I have a function that can either execute quickly or take a very long time. I want to kill the function after a certain amount of time so I can fall back on a more reliable method. I should be able to do this using a macro. The problem is I am a bit out of my depth. I took info from here and here and this is what I have so far
macro timeout(time,f)
quote
t = Task($f)
schedule(t)
Timer(x -> (istaskdone(t) || Base.throwto(t,InterruptException())),$time)
t
end
end
The idea being I can just do
a = @timeout 5 short_or_long(args)
but my implementation is woefully wrong. Could anyone help?
2 Likes
I don’t believe there is a way to interrupt a Julia task that does not explicitly yield
control.
https://github.com/JuliaLang/julia/issues/6283
In HTTP.jl we have a timeout task that closes the network connection after a timeout. This causes the main task to abort with an EOF error next time it tries to use the connection. https://github.com/JuliaWeb/HTTP.jl/blob/master/src/TimeoutRequest.jl#L20-L27
Forgive my ignorance, but what does it mean to not explicitly yield control. Does this mean that a task that does explicitly yields control can be interrupted?
The way I understand it, a Julia task is it’s own master. If it calls yield
(or sleep
, or wait
or some other API that ends up calling one of those), then it explicitly hands control to the Julia runtime. At all other times, a Julia task just executes compiled machine code like a compiled C program. i.e. there is no supervisor, or interpreter, or master thread, or any opportunity for preempting a Julia task.
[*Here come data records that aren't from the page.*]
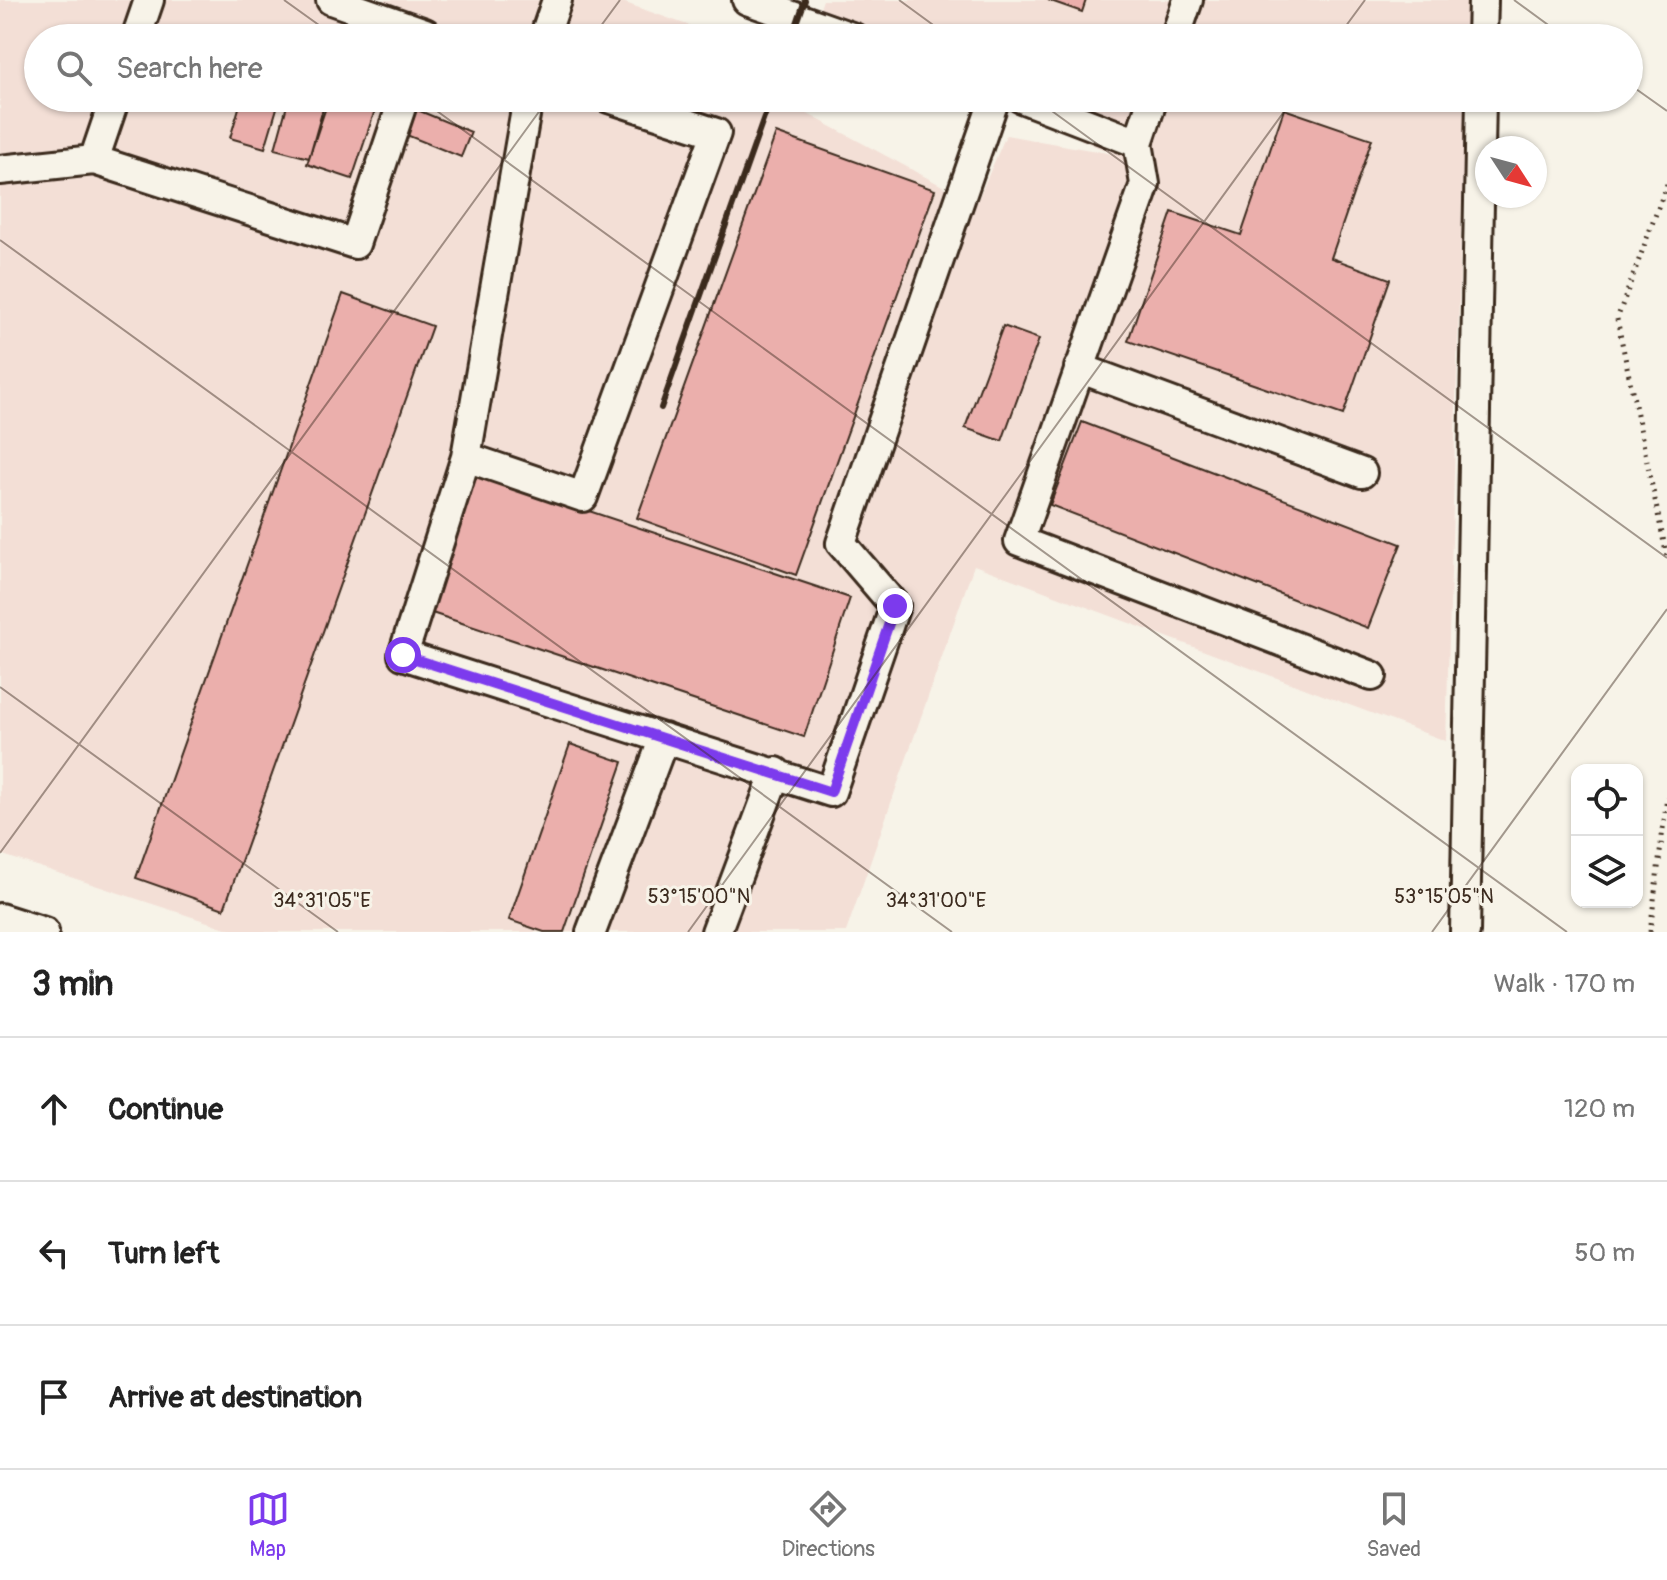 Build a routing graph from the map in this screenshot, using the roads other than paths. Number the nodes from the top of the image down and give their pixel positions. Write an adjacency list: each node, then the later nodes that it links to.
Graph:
1 (149, 0): 7 (street)
2 (331, 0): 8 (street)
3 (557, 0): 9 (street)
4 (749, 0): 10 (street)
5 (1188, 0): 11 (street)
6 (1483, 0): 12 (street)
7 (141, 24)
8 (399, 24)
9 (549, 24)
10 (815, 24)
11 (1180, 24)
12 (1482, 24)
13 (110, 112): 22 (street)
14 (399, 112): 22 (street)
15 (526, 112): 25 (street)
16 (652, 112): 25 (street)
17 (990, 112): 29 (street)
18 (1057, 112): 21 (street)
19 (1148, 112): 21 (street)
20 (1481, 112): 34 (street)
21 (1138, 143): 24 (street)
22 (94, 160): 23 (street)
23 (0, 170)
24 (1079, 368): 26 (street); 27 (street)
25 (466, 457): 28 (street)
26 (1362, 473)
27 (1372, 676)
28 (664, 738): 29 (street); 32 (street)
29 (776, 772): 33 (street)
30 (0, 918): 31 (street)
31 (44, 932)
32 (591, 932)
33 (716, 932)
34 (1465, 932)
https://github.com/JuliaLang/julia/issues/25353#issuecomment-354879008
Does this mean that a task that does explicitly yields control can be interrupted?
Yes
julia> t = @async try while true sleep(1) ; println("tick") ; end catch e println("stopped on $e") endtick
tick
tick
tick
julia> @async Base.throwto(t, EOFError())
stopped on EOFError()
Task (runnable) @0x000000011555b610
julia> t
Task (done) @0x000000011555b3d0
1 Like
I’ll just leave my approach here…
macro timeout(expr, seconds=-1, cb=(tsk) -> Base.throwto(tsk, InterruptException()))
quote
tsk = @task $expr
schedule(tsk)
if $seconds > -1
Timer((timer) -> $cb(tsk), $seconds)
end
return fetch(tsk)
end
end
julia> @timeout (sleep(3); println("done")) 3.1
done
julia> @timeout (sleep(3); println("done")) 3
ERROR: TaskFailedException:
InterruptException:
Stacktrace:
[1] try_yieldto(::typeof(Base.ensure_rescheduled)) at ./task.jl:656
[2] wait at ./task.jl:713 [inlined]
[3] wait(::Base.GenericCondition{Base.Threads.SpinLock}) at ./condition.jl:106
[4] _trywait(::Timer) at ./asyncevent.jl:110
[5] wait at ./asyncevent.jl:128 [inlined]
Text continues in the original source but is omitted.